__What to produce__: Each line of the records must appear in your answer exactly, with no pictures.

=-=-=-=-=

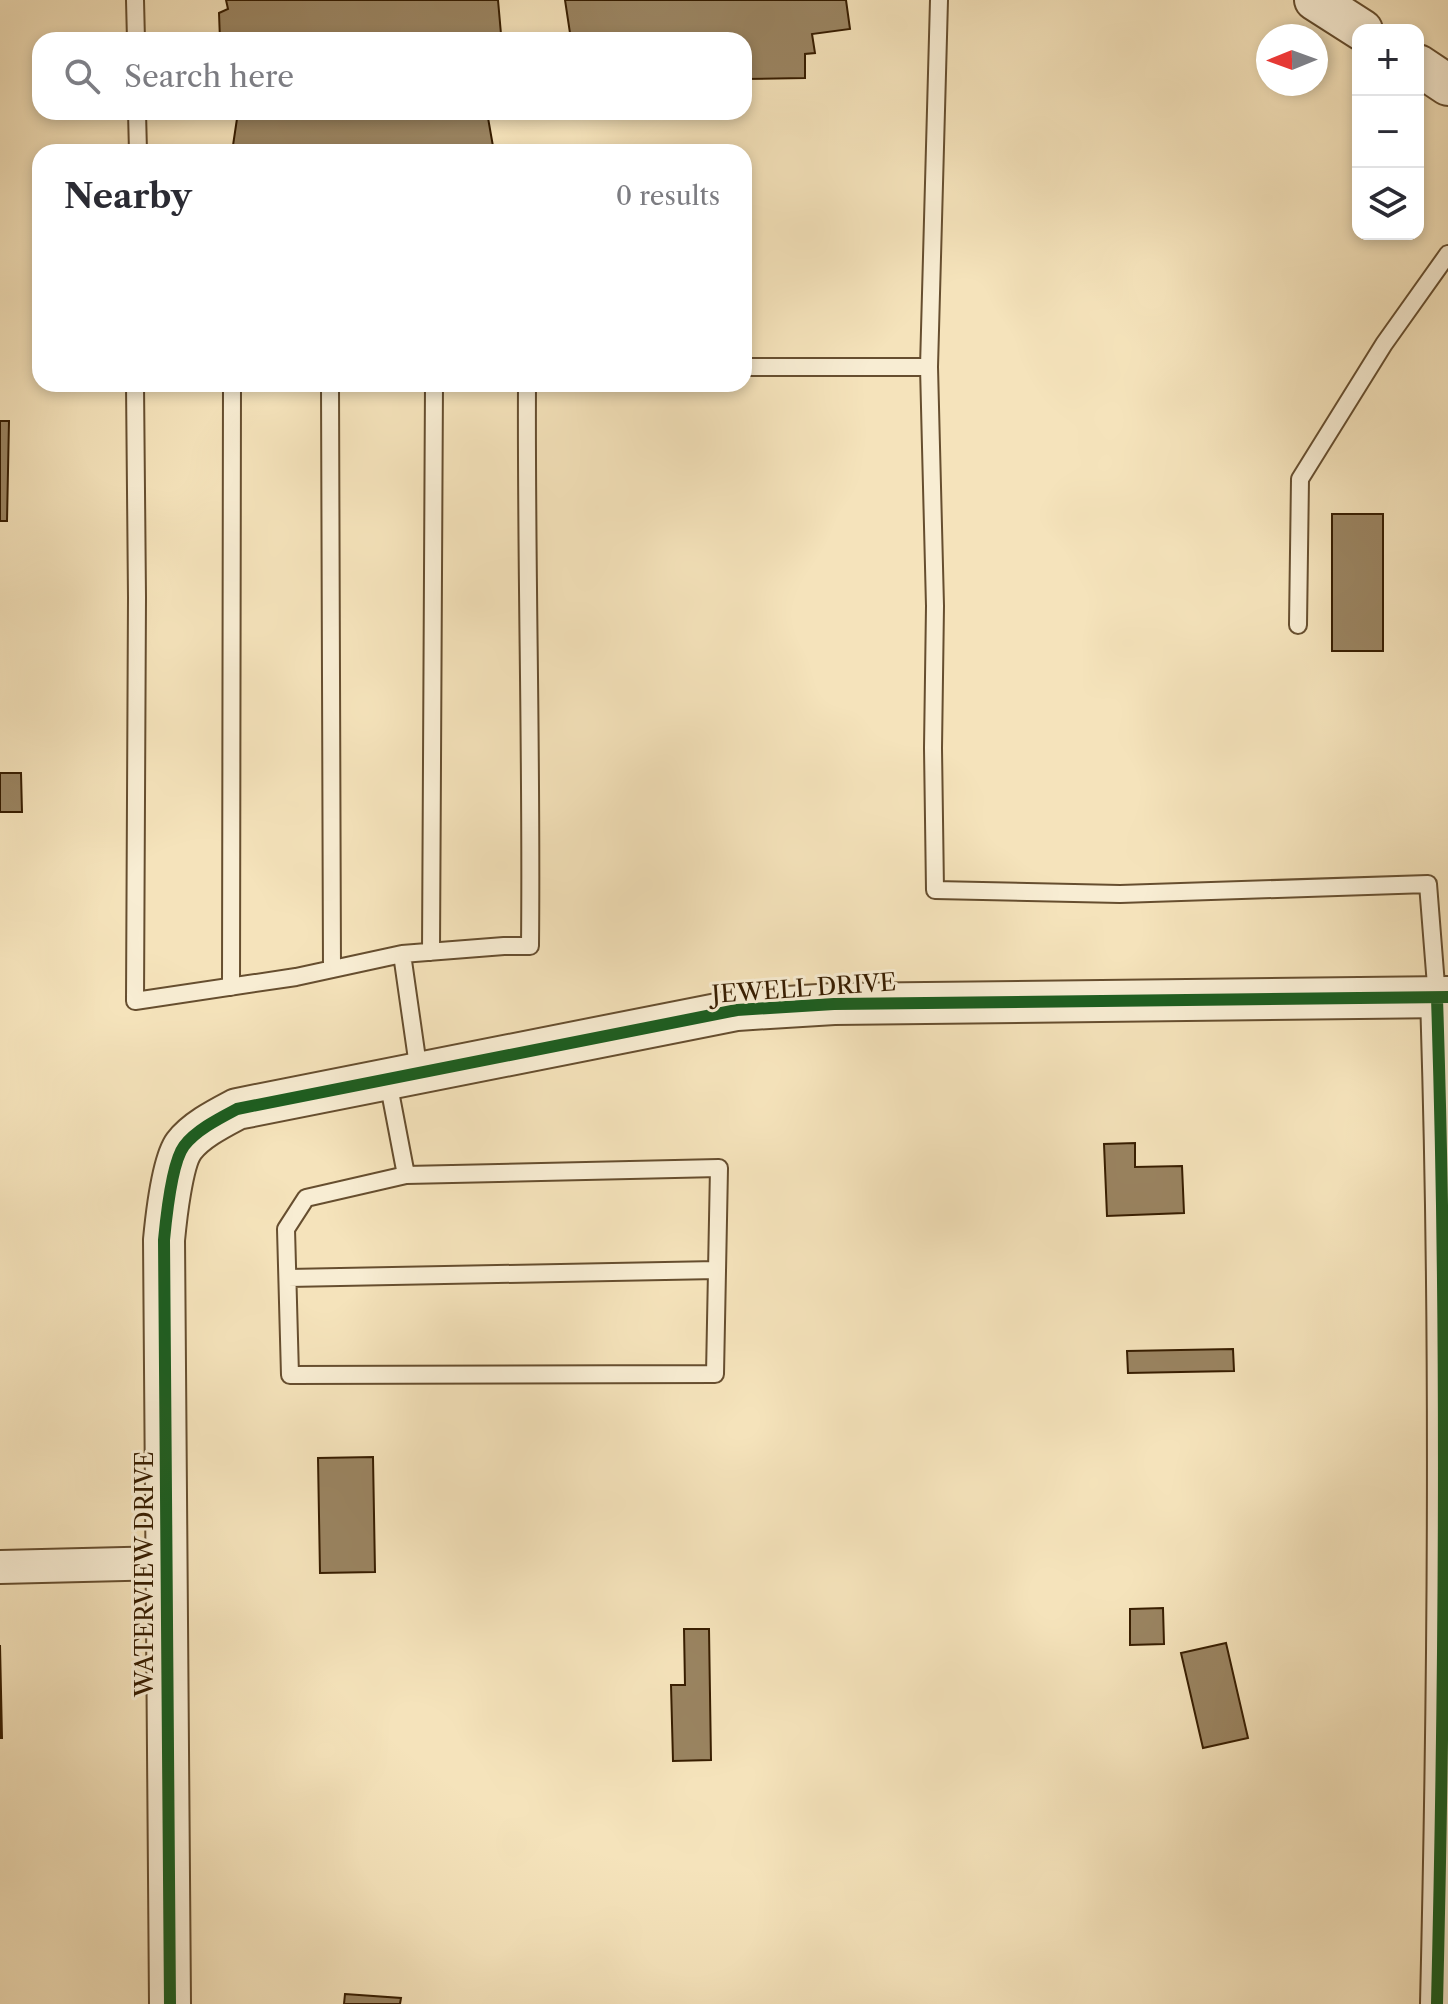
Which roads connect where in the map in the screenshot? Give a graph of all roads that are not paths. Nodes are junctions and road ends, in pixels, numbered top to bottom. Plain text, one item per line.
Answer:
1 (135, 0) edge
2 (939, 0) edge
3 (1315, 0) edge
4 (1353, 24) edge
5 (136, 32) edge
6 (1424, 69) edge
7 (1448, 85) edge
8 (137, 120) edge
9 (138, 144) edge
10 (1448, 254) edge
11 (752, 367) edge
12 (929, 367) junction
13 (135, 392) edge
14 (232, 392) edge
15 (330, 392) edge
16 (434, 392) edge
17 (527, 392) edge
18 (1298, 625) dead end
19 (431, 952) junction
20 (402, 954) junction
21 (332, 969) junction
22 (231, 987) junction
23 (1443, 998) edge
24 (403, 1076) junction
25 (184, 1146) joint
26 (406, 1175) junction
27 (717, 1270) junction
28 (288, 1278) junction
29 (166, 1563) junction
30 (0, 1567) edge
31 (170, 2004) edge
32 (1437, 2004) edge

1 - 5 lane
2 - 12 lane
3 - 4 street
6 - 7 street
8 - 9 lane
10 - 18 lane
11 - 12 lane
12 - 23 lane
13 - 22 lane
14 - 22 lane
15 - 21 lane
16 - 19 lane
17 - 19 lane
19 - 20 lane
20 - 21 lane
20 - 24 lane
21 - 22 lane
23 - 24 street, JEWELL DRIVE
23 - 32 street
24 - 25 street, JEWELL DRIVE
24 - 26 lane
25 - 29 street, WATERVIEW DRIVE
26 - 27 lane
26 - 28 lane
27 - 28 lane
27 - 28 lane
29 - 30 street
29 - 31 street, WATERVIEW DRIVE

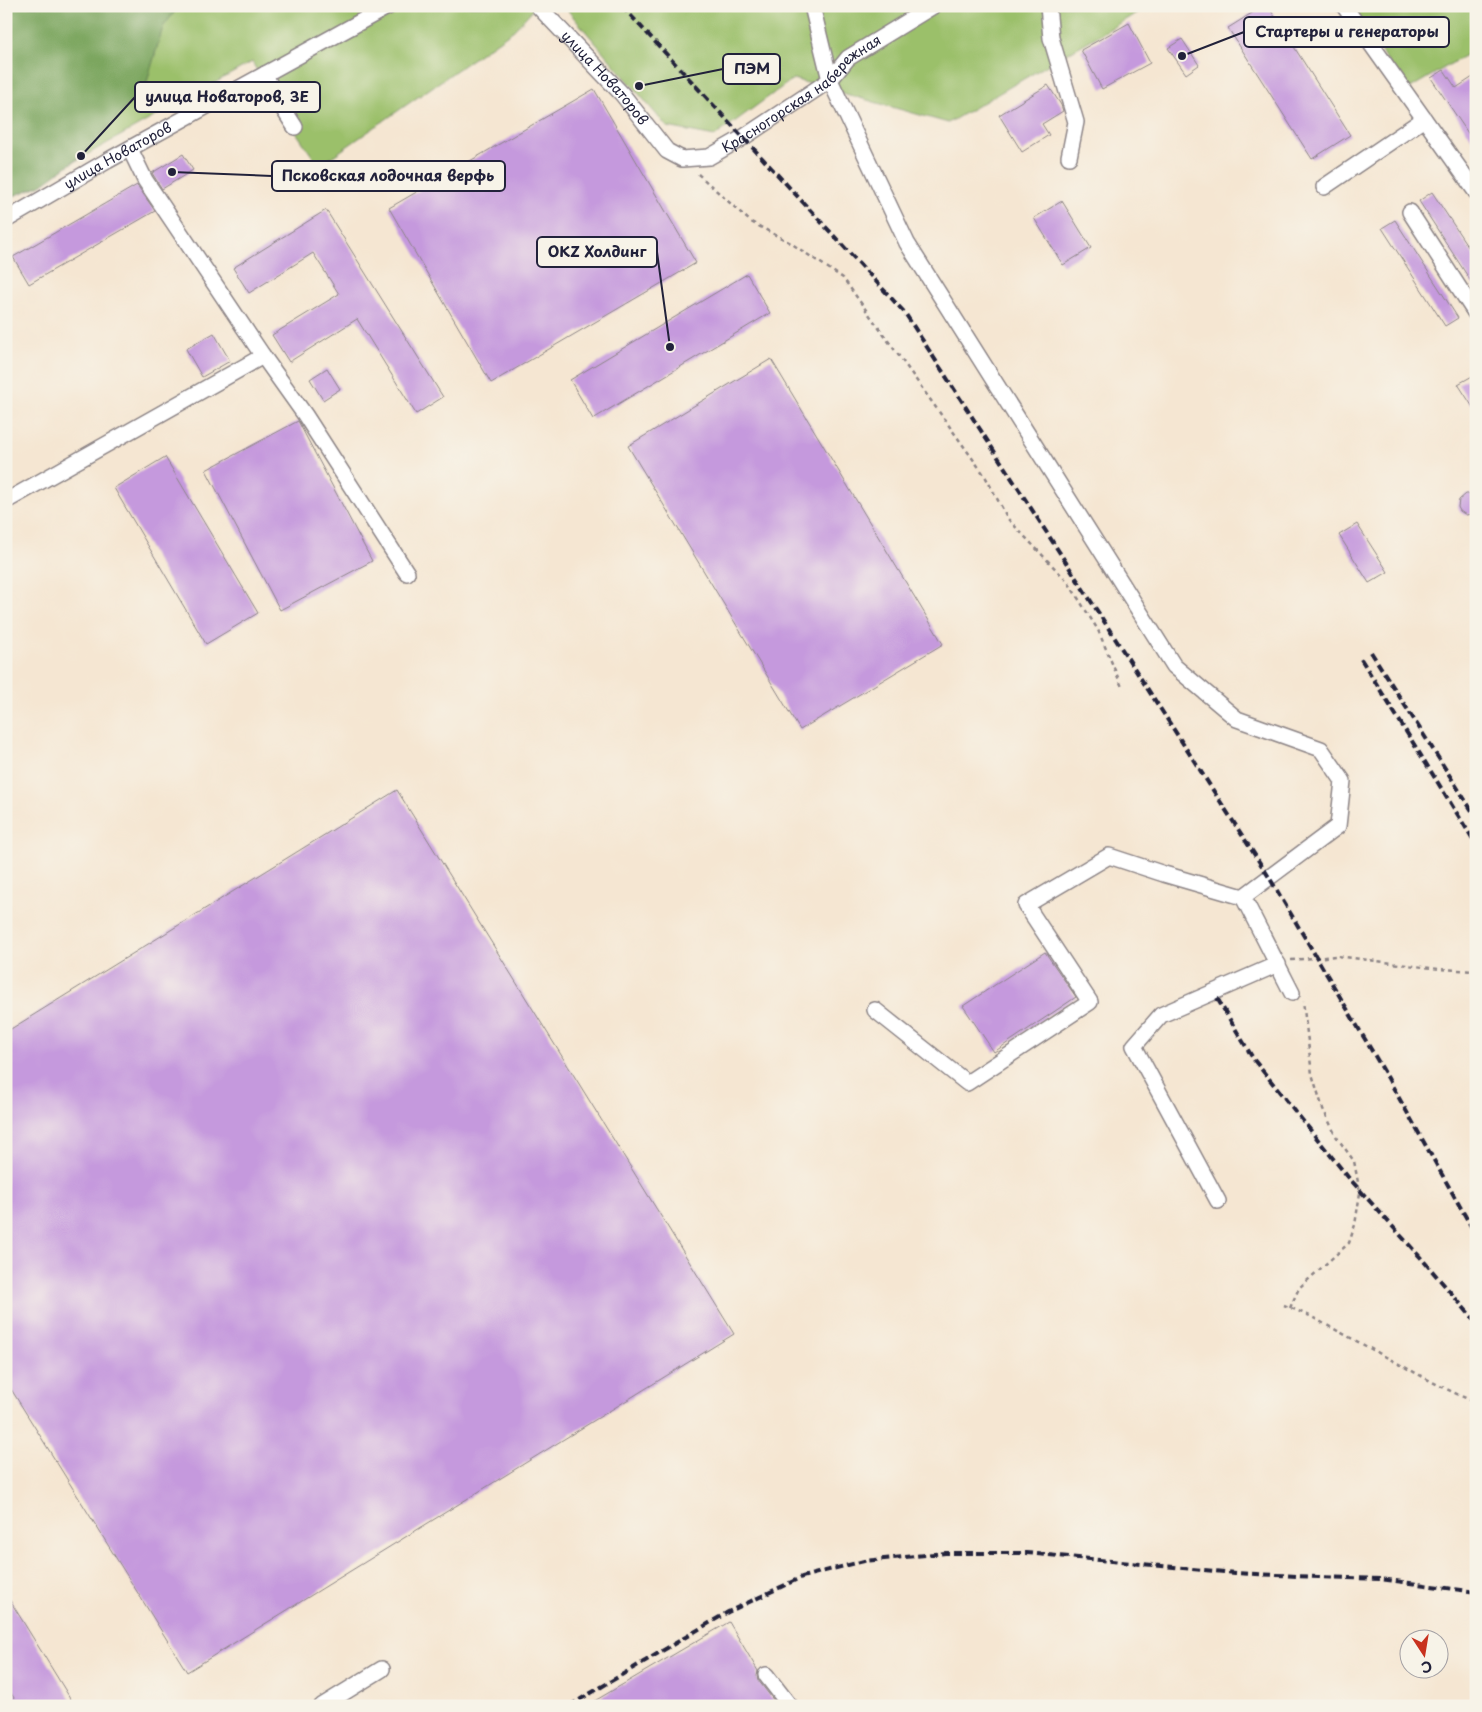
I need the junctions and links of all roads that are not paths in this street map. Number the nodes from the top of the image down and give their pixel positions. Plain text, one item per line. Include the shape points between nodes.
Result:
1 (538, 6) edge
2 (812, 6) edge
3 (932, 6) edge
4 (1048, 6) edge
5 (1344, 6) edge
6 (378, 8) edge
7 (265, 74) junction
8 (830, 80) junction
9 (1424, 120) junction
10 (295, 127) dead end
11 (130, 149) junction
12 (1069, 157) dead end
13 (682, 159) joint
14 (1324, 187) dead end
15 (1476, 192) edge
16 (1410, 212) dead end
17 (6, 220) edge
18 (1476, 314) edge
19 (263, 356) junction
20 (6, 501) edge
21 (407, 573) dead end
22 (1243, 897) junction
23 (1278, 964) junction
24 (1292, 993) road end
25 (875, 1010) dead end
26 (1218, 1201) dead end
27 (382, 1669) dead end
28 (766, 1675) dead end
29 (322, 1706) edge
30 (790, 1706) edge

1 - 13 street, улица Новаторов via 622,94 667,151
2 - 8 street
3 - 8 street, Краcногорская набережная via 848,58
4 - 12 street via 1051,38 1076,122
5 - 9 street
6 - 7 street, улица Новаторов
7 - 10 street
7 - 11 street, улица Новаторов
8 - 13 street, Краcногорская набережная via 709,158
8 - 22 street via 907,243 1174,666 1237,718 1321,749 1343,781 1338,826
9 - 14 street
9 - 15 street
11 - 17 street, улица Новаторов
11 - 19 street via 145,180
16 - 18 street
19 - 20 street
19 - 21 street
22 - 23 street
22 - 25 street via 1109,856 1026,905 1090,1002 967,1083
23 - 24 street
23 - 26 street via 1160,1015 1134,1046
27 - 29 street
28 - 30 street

=-=-=-=-=

__Task solution__:
Which roads connect where in the map in the screenshot? Give a graph of all roads that are not paths. Nodes are junctions and road ends, in pixels, numbered top to bottom. Plain text, one item per line.
Answer:
1 (135, 0) edge
2 (939, 0) edge
3 (1315, 0) edge
4 (1353, 24) edge
5 (136, 32) edge
6 (1424, 69) edge
7 (1448, 85) edge
8 (137, 120) edge
9 (138, 144) edge
10 (1448, 254) edge
11 (752, 367) edge
12 (929, 367) junction
13 (135, 392) edge
14 (232, 392) edge
15 (330, 392) edge
16 (434, 392) edge
17 (527, 392) edge
18 (1298, 625) dead end
19 (431, 952) junction
20 (402, 954) junction
21 (332, 969) junction
22 (231, 987) junction
23 (1443, 998) edge
24 (403, 1076) junction
25 (184, 1146) joint
26 (406, 1175) junction
27 (717, 1270) junction
28 (288, 1278) junction
29 (166, 1563) junction
30 (0, 1567) edge
31 (170, 2004) edge
32 (1437, 2004) edge

1 - 5 lane
2 - 12 lane
3 - 4 street
6 - 7 street
8 - 9 lane
10 - 18 lane
11 - 12 lane
12 - 23 lane
13 - 22 lane
14 - 22 lane
15 - 21 lane
16 - 19 lane
17 - 19 lane
19 - 20 lane
20 - 21 lane
20 - 24 lane
21 - 22 lane
23 - 24 street, JEWELL DRIVE
23 - 32 street
24 - 25 street, JEWELL DRIVE
24 - 26 lane
25 - 29 street, WATERVIEW DRIVE
26 - 27 lane
26 - 28 lane
27 - 28 lane
27 - 28 lane
29 - 30 street
29 - 31 street, WATERVIEW DRIVE

I need the junctions and links of all roads that are not paths in this street map. Number the nodes from the top of the image down and give their pixel positions. Plain text, one item per line. Include the shape points between nodes.
Result:
1 (538, 6) edge
2 (812, 6) edge
3 (932, 6) edge
4 (1048, 6) edge
5 (1344, 6) edge
6 (378, 8) edge
7 (265, 74) junction
8 (830, 80) junction
9 (1424, 120) junction
10 (295, 127) dead end
11 (130, 149) junction
12 (1069, 157) dead end
13 (682, 159) joint
14 (1324, 187) dead end
15 (1476, 192) edge
16 (1410, 212) dead end
17 (6, 220) edge
18 (1476, 314) edge
19 (263, 356) junction
20 (6, 501) edge
21 (407, 573) dead end
22 (1243, 897) junction
23 (1278, 964) junction
24 (1292, 993) road end
25 (875, 1010) dead end
26 (1218, 1201) dead end
27 (382, 1669) dead end
28 (766, 1675) dead end
29 (322, 1706) edge
30 (790, 1706) edge

1 - 13 street, улица Новаторов via 622,94 667,151
2 - 8 street
3 - 8 street, Краcногорская набережная via 848,58
4 - 12 street via 1051,38 1076,122
5 - 9 street
6 - 7 street, улица Новаторов
7 - 10 street
7 - 11 street, улица Новаторов
8 - 13 street, Краcногорская набережная via 709,158
8 - 22 street via 907,243 1174,666 1237,718 1321,749 1343,781 1338,826
9 - 14 street
9 - 15 street
11 - 17 street, улица Новаторов
11 - 19 street via 145,180
16 - 18 street
19 - 20 street
19 - 21 street
22 - 23 street
22 - 25 street via 1109,856 1026,905 1090,1002 967,1083
23 - 24 street
23 - 26 street via 1160,1015 1134,1046
27 - 29 street
28 - 30 street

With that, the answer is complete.